General information
- Location: Hatna Pur, Kolhaya, Multai tehsil Betul district, Madhya Pradesh India
- Coordinates: 21°45′43″N 78°20′04″E﻿ / ﻿21.761852°N 78.334344°E
- Elevation: 731 metres (2,398 ft)
- System: Indian Railway Station
- Owner: Indian Railways
- Operator: West Central Railway
- Line: Bhopal–Nagpur section
- Platforms: 2
- Tracks: 2

Construction
- Structure type: Standard (on ground station)
- Parking: Yes
- Cycle facilities: No

Other information
- Status: Functioning
- Station code: HTN

History
- Opened: 1884

Services
| Preceding station | Indian Railways |  |  | Following station |
| Multai towards Bhopal Junction |  | West Central Railway zoneBhopal–Nagpur section |  | Chichonda towards Nagpur Junction |

= Hatna Pur railway station =

Railway station in Madhya Pradesh

Hatna Pur railway station is a railway station of Bhopal–Nagpur section under Nagpur CR railway division of West Central Railway zone of Indian Railways.

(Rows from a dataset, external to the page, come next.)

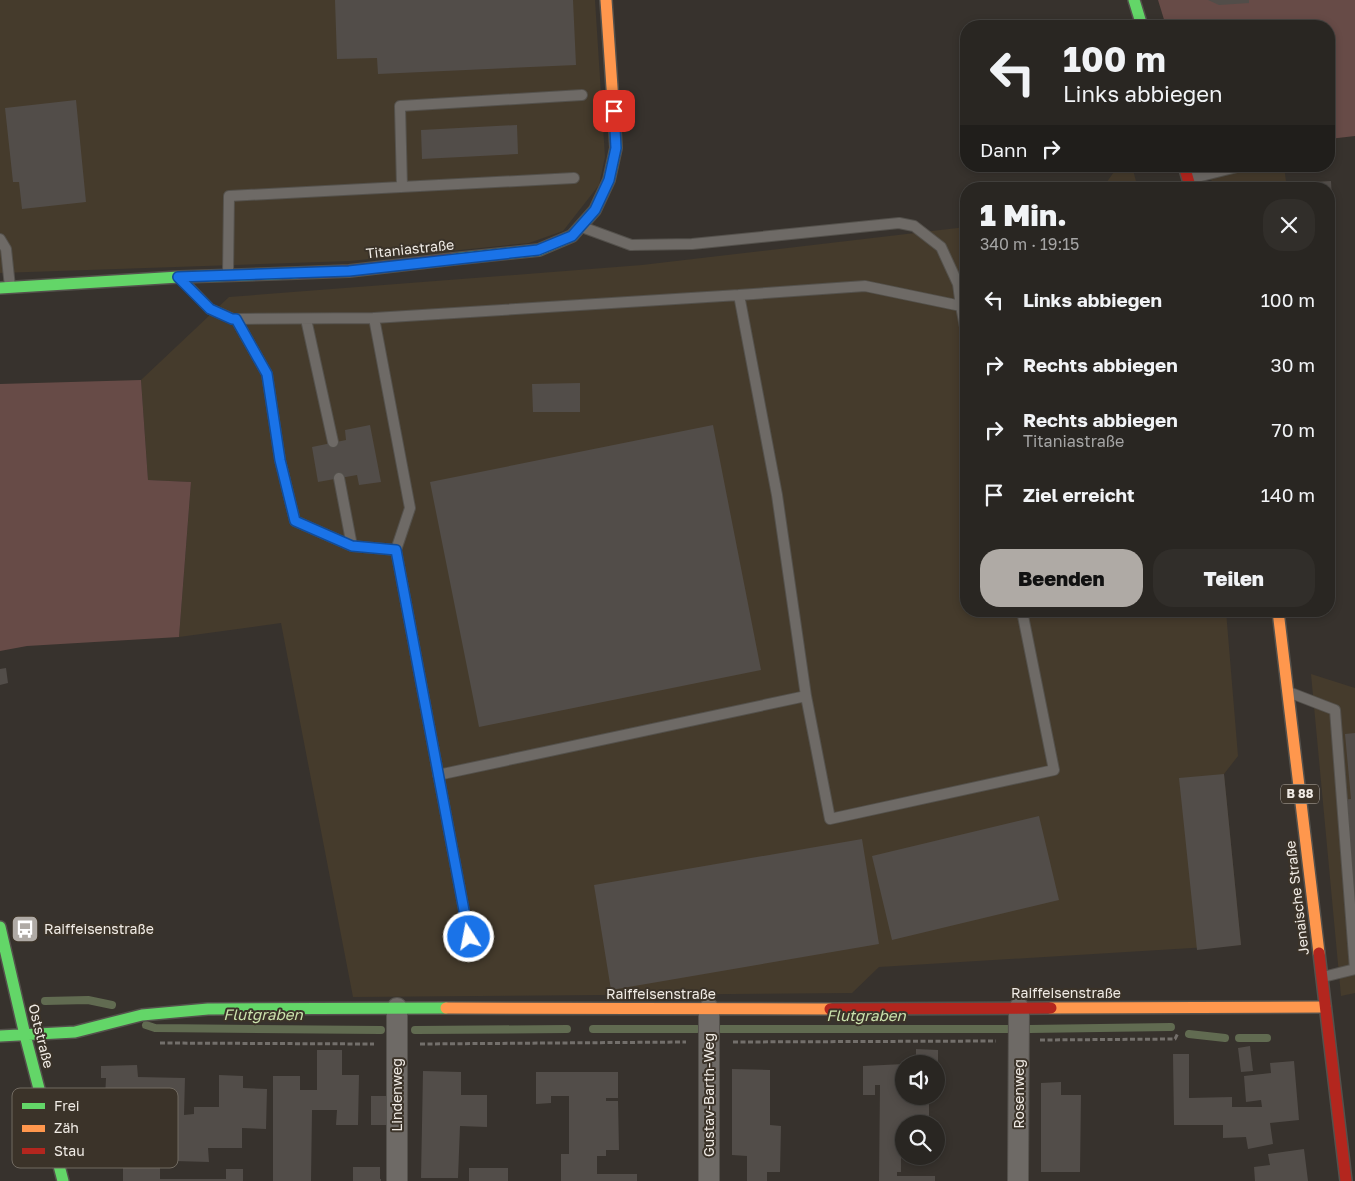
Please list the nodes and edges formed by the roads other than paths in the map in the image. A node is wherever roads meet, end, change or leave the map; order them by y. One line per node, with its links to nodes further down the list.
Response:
1 (606, 0): 9 (street, Titaniastraße)
2 (1134, 0): 3 (street)
3 (1140, 20)
4 (582, 95): 8 (lane)
5 (1224, 172): 7 (lane)
6 (574, 178): 8 (lane)
7 (1196, 182)
8 (402, 187): 11 (lane)
9 (581, 227): 11 (street, Titaniastraße); 15 (lane)
10 (0, 239): 13 (lane)
11 (228, 276): 12 (street, Titaniastraße)
12 (178, 277): 13 (street, Titaniastraße); 18 (lane)
13 (5, 288)
14 (739, 295): 16 (lane); 17 (lane); 27 (lane)
15 (960, 299)
16 (960, 306)
17 (374, 318): 19 (lane); 23 (lane)
18 (236, 319): 19 (lane); 22 (lane)
19 (306, 319): 20 (lane)
20 (333, 442)
21 (339, 478): 22 (lane)
22 (352, 546): 23 (lane)
23 (396, 550): 28 (lane)
24 (1023, 617): 27 (lane)
25 (1279, 617): 26 (street, Jenaische Straße / B 88)
26 (1287, 692): 31 (street, Jenaische Straße / B 88); 31 (lane)
27 (806, 696): 28 (lane)
28 (438, 775): 30 (lane)
29 (0, 928): 36 (street, Oststraße)
30 (469, 937)
31 (1322, 977): 32 (street, Jenaische Straße / B 88)
32 (1325, 1007): 34 (street, Raiffeisenstraße); 44 (street, Jenaische Straße / B 88)
33 (397, 1008): 35 (street, Raiffeisenstraße); 36 (street, Raiffeisenstraße); 41 (street, Lindenweg)
34 (1019, 1008): 35 (street, Raiffeisenstraße); 43 (street, Rosenweg)
35 (709, 1010): 42 (street, Gustav-Barth-Weg)
36 (24, 1035): 37 (street, Raiffeisenstraße); 38 (street, Oststraße)
37 (0, 1036)
38 (38, 1088)
39 (60, 1168): 40 (street, Oststraße)
40 (63, 1181)
41 (398, 1181)
42 (709, 1181)
43 (1018, 1181)
44 (1346, 1181)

The station is situated at Hatna Pur, Kolhaya, Multai tehsil in Betul district of Indian state of Madhya Pradesh.

==History==
The Bhopal–Itarsi line was opened by the Begum of Bhopal in 1884. Itarsi and Nagpur Junction railway station was linked in between 1923 and 1924. Electrification started in Bhopal–Itarsi section in 1988–89 and the rest Itarsi to Nagpur section was electrified in 1990–91.